The art press currently seems remarkably focused on the high prices fetched for work by a small set of young artists. Many of these high-priced works were previously purchased for far less. A $10 million Peter Doig painting once sold for $30,000 (or some such figure). And works by other young abstract-process-based painters that sold at the primary market for $10,000 later sold at auction for $250,000.
In this setting, it is hardly surprising that many collectors would see the possibility of striking it rich, and this desire by collectors to make financial returns feels more common than in the past. The opening moments of art fairs now feel like a contemporary version of a gold rush, with collectors searching for the latest prospect. My view is that for most collectors, this is fool’s gold.
Some people invest at the blue-chip, liquid end of the market, for example by buying a Gerhard Richter painting. Auction data is typically used to determine the returns to investing on the superstar end of contemporary art, and I have nothing useful to say about this tranche of the market. The rest of the market—the focus here—is navigated through buying from galleries at primary-market prices.
Investing in contemporary art by young artists, as is the current trend in the primary market, is inherently risky. Much of contemporary art is to seek “the different,” and the version of different that ultimately sticks can be hard to identify. Furthermore, the price of an artist’s work often depends on what she subsequently does. As a result, when buying art you are as much buying the artist as the artwork. But people change: they have children, experience breakdowns, decide to become schoolteachers, etc. That means the quality and nature of their work changes. There is also the market’s illiquidity, where a small fraction of successes hit it (financially) big. Young, potential stars are sometimes underpriced (relative to the market) and much of the supposed smart money is located here.

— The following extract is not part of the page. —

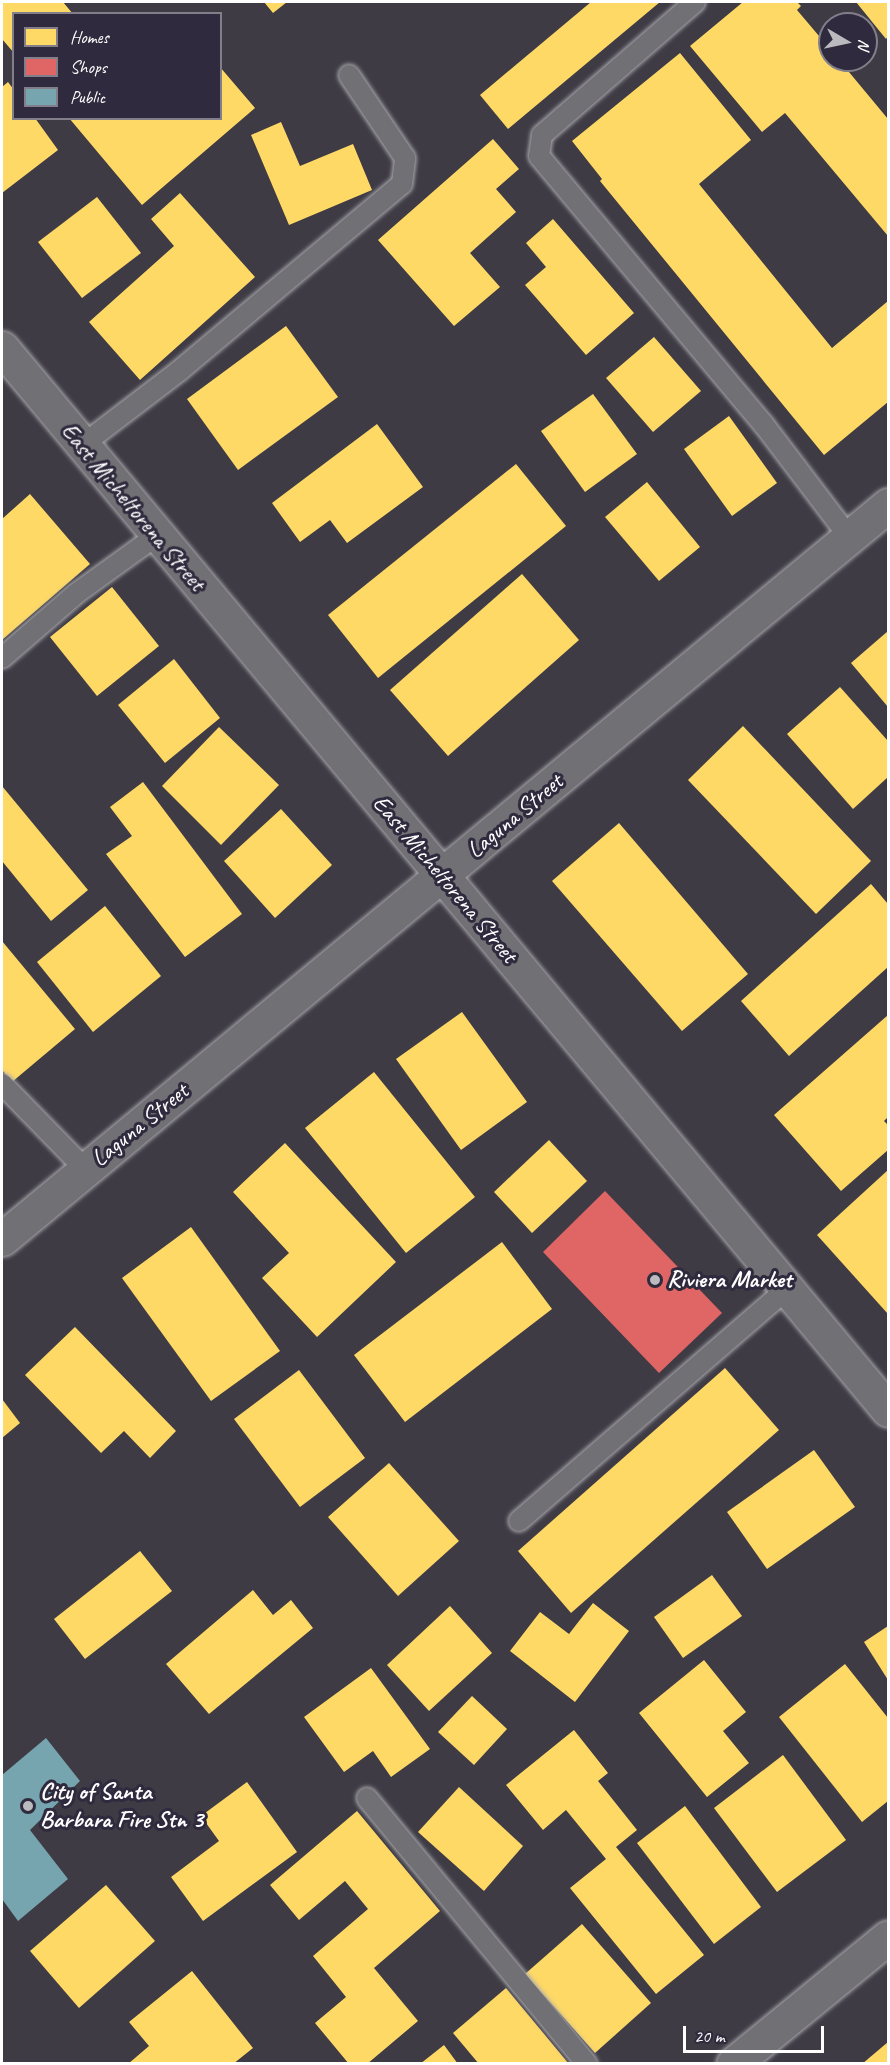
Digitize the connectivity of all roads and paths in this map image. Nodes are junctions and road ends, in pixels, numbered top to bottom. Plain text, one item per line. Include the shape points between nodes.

Finding the relevant set of artists to invest in is like finding a needle in a haystack, for the uninformed. At any given moment, there is a stock of artist names in the ether that knowledgeable collectors are acquiring. Even among those, eight or nine of the 10 don’t pan out from a financial perspective. The hard part for collectors is even knowing who the 10 are (a gallerist telling you at an art fair that “a trustee at MOMA just bought one” doesn’t even come close).
The networks of the art world are as sophisticated and cliquish as any high school in the United States. Inside information is rampant, with gallerists and collectors selectively sharing all sorts of useful gossip. Collectors routinely receive communications from people in the art world with information not available to others: which artists are being bought by which collectors, who is changing galleries, who has just been offered a museum show, and so on. Museum curators also play a role, as many of the acquisitions that they receive come from collectors donating work to their collections. (This feels much more extensive than in other investment areas. A central idea behind most forms of financial regulation is that uninformed investors should not be at much of a disadvantage, hence insider trading is banned. Yet inside information abounds in this market.)
In the art world, the well connected get information earlier than the rest of us, and the uninformed pick up the scraps. Even in the rare instance you’re lucky enough to get the one or two out of 10, it may be a short-lived gain. Suppose that you liquidate your gains at auction. Galleries, upset at the resale, often respond by refusing that collector access to work in the future, and many collectors do not liquidate their short-term possible gains in order to maintain their gallery relationships.
The usual way that economists measure investment opportunities is to imagine a portfolio and to simulate how that portfolio would have done. It’s hard to do that counterfactual here. However, when I began to be interested in contemporary art, a helpful gallerist pointed me toward certain publications to get up to speed. One of these was a well-known and respected series of books called Cream, in which well-known curators pick 100 (typically) up-and-coming artists. I bought Cream 3 in my first year of collecting.
As a thought exercise, how would I have done financially if I had invested in all those artists among the 100 that I could have conceivably got? This has a nontrivial margin of error but is instructive of the two major problems with investing in contemporary art for someone who is no better than moderately connected: access and liquidity.
The artists are an esteemed group of 100, and most have had successful careers since the publication of Cream 3, in 2003. Suppose I had tried to buy a piece by all 100 in that year. Of those, I am pretty sure I would not have been offered work by Kai Althoff, Urs Fischer, Beatriz Milhazes, and Julie Mehretu. I simply did not have the contacts that would have allowed me access to those artists.
Assume that I could have purchased works by the rest (although I have a suspicion that a few of the other successes would have been beyond my reach). My best guess is that if I had bought the other 96 artists, and sold them all 10 years later, I would likely have lost maybe half of my initial investment. This is not because these artists have not done well, but because there is no effective resale market for most of them. By contrast—and this is the key point about bid-ask spreads in this industry—if I wanted to buy all those works now, it would likely cost me twice as much as in 2003, if not more. Psychic profits are pretty easy to rack up in the art world; it’s financial ones that are much harder.
Remember, too, that this is not close to a random group of artists I am picking here: instead, this is a group of artists hand-picked as most likely to succeed by an esteemed group of curators, and I’d still have lost my shirt. As such, it is meant as a word of warning to those who think contemporary art remains a good source of investment returns.
Canice Prendergast is W. Allen Wallis Professor of Economics. This essay is excerpted from a working paper.